Contrariamente a quanto sembra trapelare da alcune narrazioni, i festeggiamenti per la caduta del regime di Assad non sono espressione del jihadismo, ma di una larga parte della popolazione del paese, al suo interno molto diversificata. Tra i primi ad arrivare nella capitale sono stati i combattenti di Liwa al-Jabal, esercito popolare druso che durante la guerra aveva spesso sostenuto il regime contro i gruppi islamisti sunniti. Assieme ad esso è arrivato il “Fronte sud” delle milizie addestrate in Giordania dalla CIA, che per lo più non condividono le posizioni dei gruppi salafiti. Questi ultimi, d’altra parte, sono divisi e contrapposti tra Tahrir as-Sham, che ha un ruolo politico predominante, e il cosiddetto “Esercito nazionale” diretto dalla Turchia.
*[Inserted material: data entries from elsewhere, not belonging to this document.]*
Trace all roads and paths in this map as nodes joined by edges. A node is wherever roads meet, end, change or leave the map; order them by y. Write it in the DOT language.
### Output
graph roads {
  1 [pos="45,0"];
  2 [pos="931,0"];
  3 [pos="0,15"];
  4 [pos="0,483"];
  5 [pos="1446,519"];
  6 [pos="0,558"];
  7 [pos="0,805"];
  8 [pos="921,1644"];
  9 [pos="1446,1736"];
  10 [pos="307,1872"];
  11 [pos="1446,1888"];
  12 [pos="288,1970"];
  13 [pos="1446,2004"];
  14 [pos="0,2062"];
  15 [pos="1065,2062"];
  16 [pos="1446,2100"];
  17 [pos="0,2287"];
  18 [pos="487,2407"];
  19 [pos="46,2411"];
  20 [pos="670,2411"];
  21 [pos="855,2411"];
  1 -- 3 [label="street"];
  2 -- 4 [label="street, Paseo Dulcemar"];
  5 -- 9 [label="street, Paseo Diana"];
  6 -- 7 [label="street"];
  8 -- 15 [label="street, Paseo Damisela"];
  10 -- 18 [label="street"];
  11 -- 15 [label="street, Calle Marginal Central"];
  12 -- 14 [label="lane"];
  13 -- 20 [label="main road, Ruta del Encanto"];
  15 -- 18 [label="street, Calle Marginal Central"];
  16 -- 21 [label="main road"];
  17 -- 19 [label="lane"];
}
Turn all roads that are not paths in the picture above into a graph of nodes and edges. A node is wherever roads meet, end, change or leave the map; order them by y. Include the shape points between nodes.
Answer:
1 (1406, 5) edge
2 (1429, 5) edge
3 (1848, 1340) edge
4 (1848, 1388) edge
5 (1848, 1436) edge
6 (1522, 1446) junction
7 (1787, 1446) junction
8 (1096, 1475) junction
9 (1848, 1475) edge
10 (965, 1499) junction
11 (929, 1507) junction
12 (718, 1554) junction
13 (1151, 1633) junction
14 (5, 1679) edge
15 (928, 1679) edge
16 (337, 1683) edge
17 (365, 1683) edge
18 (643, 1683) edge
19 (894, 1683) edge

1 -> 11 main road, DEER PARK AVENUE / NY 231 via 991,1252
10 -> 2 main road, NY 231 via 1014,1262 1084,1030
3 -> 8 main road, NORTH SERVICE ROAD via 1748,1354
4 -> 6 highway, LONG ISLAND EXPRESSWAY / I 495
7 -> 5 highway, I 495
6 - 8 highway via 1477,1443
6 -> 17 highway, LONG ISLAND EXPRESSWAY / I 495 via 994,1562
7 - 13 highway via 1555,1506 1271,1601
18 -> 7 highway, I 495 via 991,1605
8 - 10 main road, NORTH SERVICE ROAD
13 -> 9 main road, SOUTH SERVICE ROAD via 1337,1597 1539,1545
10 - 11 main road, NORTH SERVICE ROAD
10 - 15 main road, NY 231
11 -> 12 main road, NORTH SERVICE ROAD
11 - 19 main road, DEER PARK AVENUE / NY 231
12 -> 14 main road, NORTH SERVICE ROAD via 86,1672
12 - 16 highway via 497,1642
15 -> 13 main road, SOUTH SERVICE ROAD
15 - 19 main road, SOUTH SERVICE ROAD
Quest’ultimo, oltre ad aver commesso crimini contro profughi e civili e tentato saccheggi nella provincia di Aleppo (prevenuti dai residenti dei quartieri con l’aiuto di Tahrir as-Sham o, in altre zone, delle Unità di protezione curde Ypg), si è finora disinteressato della vicenda nazionale per concentrarsi a nord-est sull’unico obiettivo che interessi la Turchia: lo smantellamento dell’Amministrazione democratica autonoma frutto di un esperimento di partecipazione diretta in gran parte animato da donne (che i media continuano erroneamente a ridurre alla dimensione “etnica” curda, quando è ormai in gran parte protetto e promosso da arabi).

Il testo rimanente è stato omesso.